TASK STATEMENT: Repeat every entry exactly as given.

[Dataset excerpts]
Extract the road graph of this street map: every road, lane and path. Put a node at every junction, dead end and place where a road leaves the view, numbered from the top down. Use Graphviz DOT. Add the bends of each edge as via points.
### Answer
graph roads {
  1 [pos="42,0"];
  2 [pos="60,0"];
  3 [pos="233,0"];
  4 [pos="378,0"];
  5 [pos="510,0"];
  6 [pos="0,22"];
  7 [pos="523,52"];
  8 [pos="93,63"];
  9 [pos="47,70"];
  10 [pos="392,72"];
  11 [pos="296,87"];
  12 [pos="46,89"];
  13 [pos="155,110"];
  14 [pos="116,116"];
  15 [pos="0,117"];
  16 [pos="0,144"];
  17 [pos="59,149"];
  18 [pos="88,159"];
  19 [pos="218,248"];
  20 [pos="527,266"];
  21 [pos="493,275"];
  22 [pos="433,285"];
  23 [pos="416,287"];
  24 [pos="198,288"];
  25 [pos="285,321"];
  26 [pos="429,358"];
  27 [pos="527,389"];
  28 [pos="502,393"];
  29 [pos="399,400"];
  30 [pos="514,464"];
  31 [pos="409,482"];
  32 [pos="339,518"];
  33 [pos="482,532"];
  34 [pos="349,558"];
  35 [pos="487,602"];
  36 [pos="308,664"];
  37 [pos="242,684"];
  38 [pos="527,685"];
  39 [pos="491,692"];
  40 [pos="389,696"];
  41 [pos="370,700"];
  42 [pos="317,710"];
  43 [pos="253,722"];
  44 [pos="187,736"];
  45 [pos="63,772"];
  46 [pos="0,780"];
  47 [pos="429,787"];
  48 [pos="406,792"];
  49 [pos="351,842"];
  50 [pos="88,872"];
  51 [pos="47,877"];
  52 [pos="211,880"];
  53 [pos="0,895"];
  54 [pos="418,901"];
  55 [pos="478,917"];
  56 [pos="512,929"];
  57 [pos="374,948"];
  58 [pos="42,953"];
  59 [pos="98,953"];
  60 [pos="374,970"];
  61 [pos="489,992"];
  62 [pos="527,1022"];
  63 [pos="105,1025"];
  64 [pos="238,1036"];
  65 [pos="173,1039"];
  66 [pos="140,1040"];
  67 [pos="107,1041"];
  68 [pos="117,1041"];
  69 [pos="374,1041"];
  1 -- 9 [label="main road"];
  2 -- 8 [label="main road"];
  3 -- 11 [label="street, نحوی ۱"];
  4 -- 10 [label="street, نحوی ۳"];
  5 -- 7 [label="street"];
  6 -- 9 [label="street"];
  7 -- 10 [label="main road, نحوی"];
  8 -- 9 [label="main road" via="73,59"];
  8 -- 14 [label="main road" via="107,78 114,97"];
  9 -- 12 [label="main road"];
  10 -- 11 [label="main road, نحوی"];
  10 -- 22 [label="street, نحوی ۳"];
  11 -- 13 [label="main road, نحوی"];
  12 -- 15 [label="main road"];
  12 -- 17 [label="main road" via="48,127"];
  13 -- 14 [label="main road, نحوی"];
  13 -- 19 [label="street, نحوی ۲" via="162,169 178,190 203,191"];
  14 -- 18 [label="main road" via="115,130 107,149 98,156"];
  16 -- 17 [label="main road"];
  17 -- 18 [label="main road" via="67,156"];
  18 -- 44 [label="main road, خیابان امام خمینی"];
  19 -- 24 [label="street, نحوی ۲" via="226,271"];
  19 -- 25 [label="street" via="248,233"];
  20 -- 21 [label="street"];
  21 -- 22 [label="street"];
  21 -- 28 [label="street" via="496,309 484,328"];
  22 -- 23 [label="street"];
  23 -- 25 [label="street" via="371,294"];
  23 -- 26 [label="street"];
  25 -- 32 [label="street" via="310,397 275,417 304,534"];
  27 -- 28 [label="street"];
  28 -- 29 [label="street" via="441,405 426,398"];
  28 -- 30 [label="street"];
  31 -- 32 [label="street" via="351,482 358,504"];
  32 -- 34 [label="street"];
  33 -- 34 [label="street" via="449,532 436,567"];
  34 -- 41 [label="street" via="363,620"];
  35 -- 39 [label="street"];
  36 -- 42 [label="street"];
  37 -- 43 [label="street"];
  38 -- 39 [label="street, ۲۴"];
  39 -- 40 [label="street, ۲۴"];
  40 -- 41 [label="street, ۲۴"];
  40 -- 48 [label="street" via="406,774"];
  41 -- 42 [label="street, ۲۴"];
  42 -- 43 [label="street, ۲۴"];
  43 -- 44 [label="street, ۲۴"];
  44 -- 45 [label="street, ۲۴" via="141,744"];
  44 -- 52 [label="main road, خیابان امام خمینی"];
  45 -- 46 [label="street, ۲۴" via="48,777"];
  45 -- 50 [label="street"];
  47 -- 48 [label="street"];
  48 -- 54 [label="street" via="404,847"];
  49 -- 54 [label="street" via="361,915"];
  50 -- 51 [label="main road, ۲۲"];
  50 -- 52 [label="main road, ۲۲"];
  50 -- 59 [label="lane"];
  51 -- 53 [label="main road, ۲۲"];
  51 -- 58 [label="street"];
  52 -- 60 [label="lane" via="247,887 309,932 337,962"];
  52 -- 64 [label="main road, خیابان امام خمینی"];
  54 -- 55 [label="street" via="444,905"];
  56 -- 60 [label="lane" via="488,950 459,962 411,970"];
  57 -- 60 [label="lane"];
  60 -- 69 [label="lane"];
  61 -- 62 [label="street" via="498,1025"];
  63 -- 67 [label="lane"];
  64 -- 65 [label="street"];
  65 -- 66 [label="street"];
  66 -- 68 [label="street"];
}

TASK SOLUTION:
Extract the road graph of this street map: every road, lane and path. Put a node at every junction, dead end and place where a road leaves the view, numbered from the top down. Use Graphviz DOT. Add the bends of each edge as via points.
### Answer
graph roads {
  1 [pos="42,0"];
  2 [pos="60,0"];
  3 [pos="233,0"];
  4 [pos="378,0"];
  5 [pos="510,0"];
  6 [pos="0,22"];
  7 [pos="523,52"];
  8 [pos="93,63"];
  9 [pos="47,70"];
  10 [pos="392,72"];
  11 [pos="296,87"];
  12 [pos="46,89"];
  13 [pos="155,110"];
  14 [pos="116,116"];
  15 [pos="0,117"];
  16 [pos="0,144"];
  17 [pos="59,149"];
  18 [pos="88,159"];
  19 [pos="218,248"];
  20 [pos="527,266"];
  21 [pos="493,275"];
  22 [pos="433,285"];
  23 [pos="416,287"];
  24 [pos="198,288"];
  25 [pos="285,321"];
  26 [pos="429,358"];
  27 [pos="527,389"];
  28 [pos="502,393"];
  29 [pos="399,400"];
  30 [pos="514,464"];
  31 [pos="409,482"];
  32 [pos="339,518"];
  33 [pos="482,532"];
  34 [pos="349,558"];
  35 [pos="487,602"];
  36 [pos="308,664"];
  37 [pos="242,684"];
  38 [pos="527,685"];
  39 [pos="491,692"];
  40 [pos="389,696"];
  41 [pos="370,700"];
  42 [pos="317,710"];
  43 [pos="253,722"];
  44 [pos="187,736"];
  45 [pos="63,772"];
  46 [pos="0,780"];
  47 [pos="429,787"];
  48 [pos="406,792"];
  49 [pos="351,842"];
  50 [pos="88,872"];
  51 [pos="47,877"];
  52 [pos="211,880"];
  53 [pos="0,895"];
  54 [pos="418,901"];
  55 [pos="478,917"];
  56 [pos="512,929"];
  57 [pos="374,948"];
  58 [pos="42,953"];
  59 [pos="98,953"];
  60 [pos="374,970"];
  61 [pos="489,992"];
  62 [pos="527,1022"];
  63 [pos="105,1025"];
  64 [pos="238,1036"];
  65 [pos="173,1039"];
  66 [pos="140,1040"];
  67 [pos="107,1041"];
  68 [pos="117,1041"];
  69 [pos="374,1041"];
  1 -- 9 [label="main road"];
  2 -- 8 [label="main road"];
  3 -- 11 [label="street, نحوی ۱"];
  4 -- 10 [label="street, نحوی ۳"];
  5 -- 7 [label="street"];
  6 -- 9 [label="street"];
  7 -- 10 [label="main road, نحوی"];
  8 -- 9 [label="main road" via="73,59"];
  8 -- 14 [label="main road" via="107,78 114,97"];
  9 -- 12 [label="main road"];
  10 -- 11 [label="main road, نحوی"];
  10 -- 22 [label="street, نحوی ۳"];
  11 -- 13 [label="main road, نحوی"];
  12 -- 15 [label="main road"];
  12 -- 17 [label="main road" via="48,127"];
  13 -- 14 [label="main road, نحوی"];
  13 -- 19 [label="street, نحوی ۲" via="162,169 178,190 203,191"];
  14 -- 18 [label="main road" via="115,130 107,149 98,156"];
  16 -- 17 [label="main road"];
  17 -- 18 [label="main road" via="67,156"];
  18 -- 44 [label="main road, خیابان امام خمینی"];
  19 -- 24 [label="street, نحوی ۲" via="226,271"];
  19 -- 25 [label="street" via="248,233"];
  20 -- 21 [label="street"];
  21 -- 22 [label="street"];
  21 -- 28 [label="street" via="496,309 484,328"];
  22 -- 23 [label="street"];
  23 -- 25 [label="street" via="371,294"];
  23 -- 26 [label="street"];
  25 -- 32 [label="street" via="310,397 275,417 304,534"];
  27 -- 28 [label="street"];
  28 -- 29 [label="street" via="441,405 426,398"];
  28 -- 30 [label="street"];
  31 -- 32 [label="street" via="351,482 358,504"];
  32 -- 34 [label="street"];
  33 -- 34 [label="street" via="449,532 436,567"];
  34 -- 41 [label="street" via="363,620"];
  35 -- 39 [label="street"];
  36 -- 42 [label="street"];
  37 -- 43 [label="street"];
  38 -- 39 [label="street, ۲۴"];
  39 -- 40 [label="street, ۲۴"];
  40 -- 41 [label="street, ۲۴"];
  40 -- 48 [label="street" via="406,774"];
  41 -- 42 [label="street, ۲۴"];
  42 -- 43 [label="street, ۲۴"];
  43 -- 44 [label="street, ۲۴"];
  44 -- 45 [label="street, ۲۴" via="141,744"];
  44 -- 52 [label="main road, خیابان امام خمینی"];
  45 -- 46 [label="street, ۲۴" via="48,777"];
  45 -- 50 [label="street"];
  47 -- 48 [label="street"];
  48 -- 54 [label="street" via="404,847"];
  49 -- 54 [label="street" via="361,915"];
  50 -- 51 [label="main road, ۲۲"];
  50 -- 52 [label="main road, ۲۲"];
  50 -- 59 [label="lane"];
  51 -- 53 [label="main road, ۲۲"];
  51 -- 58 [label="street"];
  52 -- 60 [label="lane" via="247,887 309,932 337,962"];
  52 -- 64 [label="main road, خیابان امام خمینی"];
  54 -- 55 [label="street" via="444,905"];
  56 -- 60 [label="lane" via="488,950 459,962 411,970"];
  57 -- 60 [label="lane"];
  60 -- 69 [label="lane"];
  61 -- 62 [label="street" via="498,1025"];
  63 -- 67 [label="lane"];
  64 -- 65 [label="street"];
  65 -- 66 [label="street"];
  66 -- 68 [label="street"];
}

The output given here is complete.